What the task asks:
Using "junction" as the search string, find the matching lines below and copy them.
BEGIN Exercise material
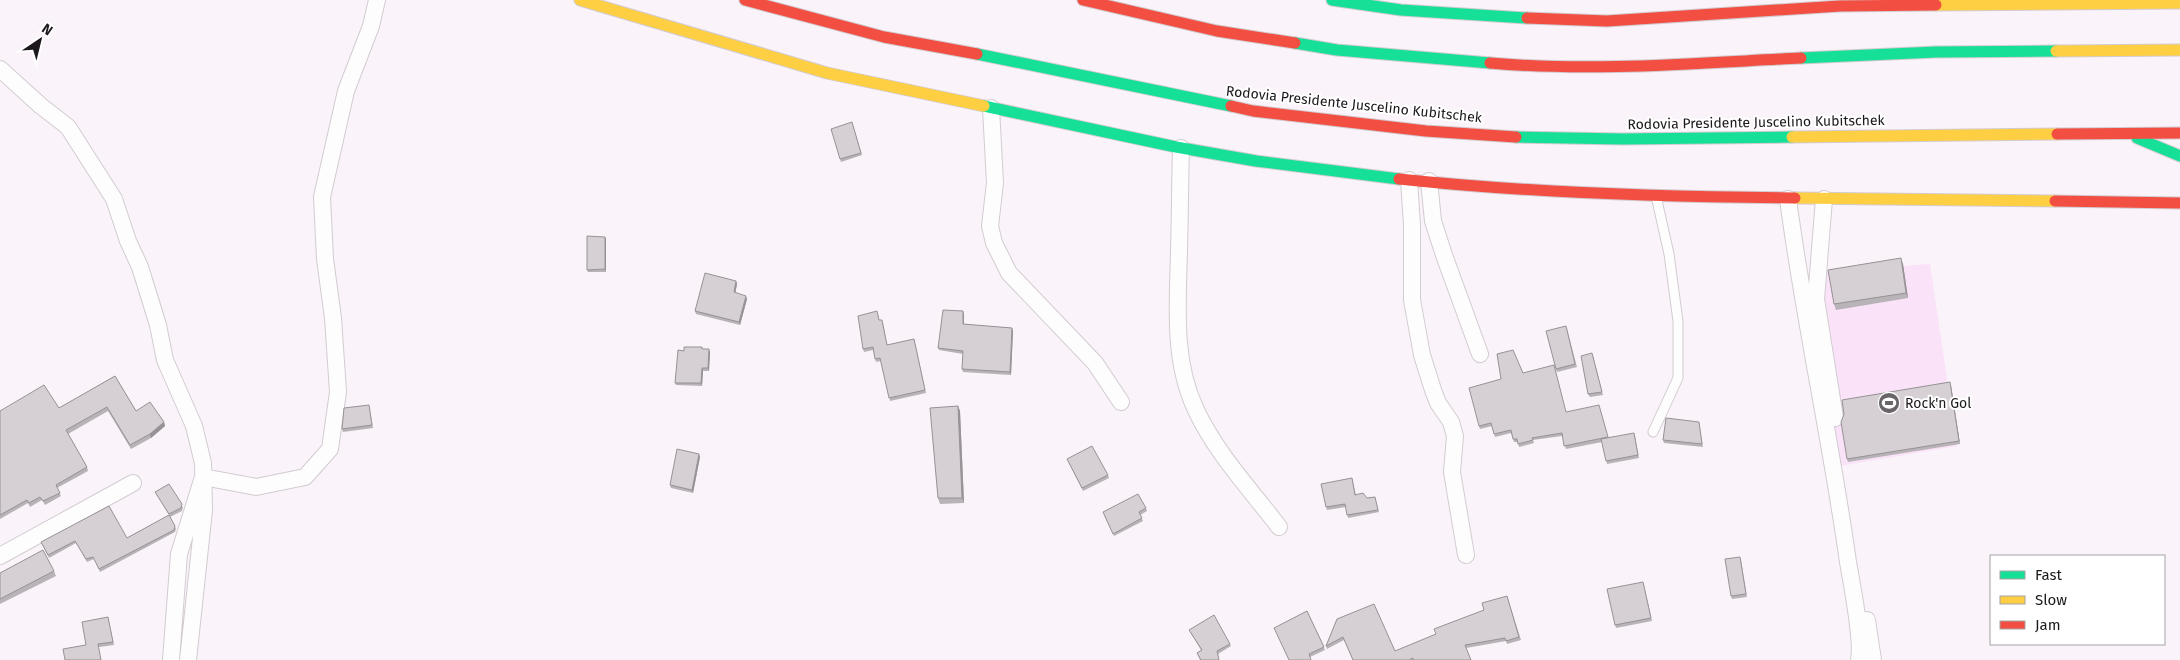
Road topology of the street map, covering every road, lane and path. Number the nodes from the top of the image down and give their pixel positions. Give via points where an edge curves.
1 (377, 0) edge
2 (580, 0) edge
3 (745, 0) edge
4 (1082, 0) edge
5 (1332, 0) edge
6 (2009, 3) edge
7 (2180, 3) edge
8 (2180, 50) edge
9 (0, 69) edge
10 (991, 108) junction
11 (2124, 133) junction
12 (2180, 133) edge
13 (1181, 148) junction
14 (2180, 156) edge
15 (1409, 180) junction
16 (1430, 181) junction
17 (1656, 196) junction
18 (1788, 199) junction
19 (1824, 199) junction
20 (2180, 203) edge
21 (1480, 354) dead end
22 (1121, 402) dead end
23 (1653, 432) dead end
24 (203, 478) junction
25 (133, 483) dead end
26 (1279, 527) dead end
27 (1466, 555) dead end
28 (0, 556) edge
29 (171, 660) edge
30 (188, 660) edge
31 (1859, 660) edge
32 (1873, 660) edge

1 - 24 street via 371,26 346,90 322,197 338,392 330,450 305,477 256,487
2 - 10 main road via 827,73
3 - 11 main road, Rodovia Presidente Juscelino Kubitschek via 884,37 1235,107 1426,130 1538,138 1623,139
4 - 8 main road via 1217,31 1337,50 1534,67 1936,52
5 - 6 main road via 1402,10 1607,22 1840,6
6 - 7 main road
9 - 24 street via 68,127 114,199 140,267 165,360 194,426 203,463
10 - 13 main road
10 - 22 street via 995,183 990,226 999,257 1009,273 1094,362
11 - 12 main road, Rodovia Presidente Juscelino Kubitschek
11 - 14 main road
13 - 15 main road
13 - 26 street via 1178,343 1184,379 1206,428
15 - 16 main road
15 - 27 street via 1412,300 1430,381 1455,436 1452,472
16 - 17 main road
16 - 21 street via 1433,221
17 - 18 main road
17 - 23 lane via 1669,254 1678,321 1678,378
18 - 19 main road
18 - 31 street via 1801,294 1843,524 1856,612
19 - 20 main road
19 - 32 street via 1816,299
24 - 29 street via 180,554
24 - 30 street via 204,510
25 - 28 street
END Exercise material
Result for this task:
10 (991, 108) junction
11 (2124, 133) junction
13 (1181, 148) junction
15 (1409, 180) junction
16 (1430, 181) junction
17 (1656, 196) junction
18 (1788, 199) junction
19 (1824, 199) junction
24 (203, 478) junction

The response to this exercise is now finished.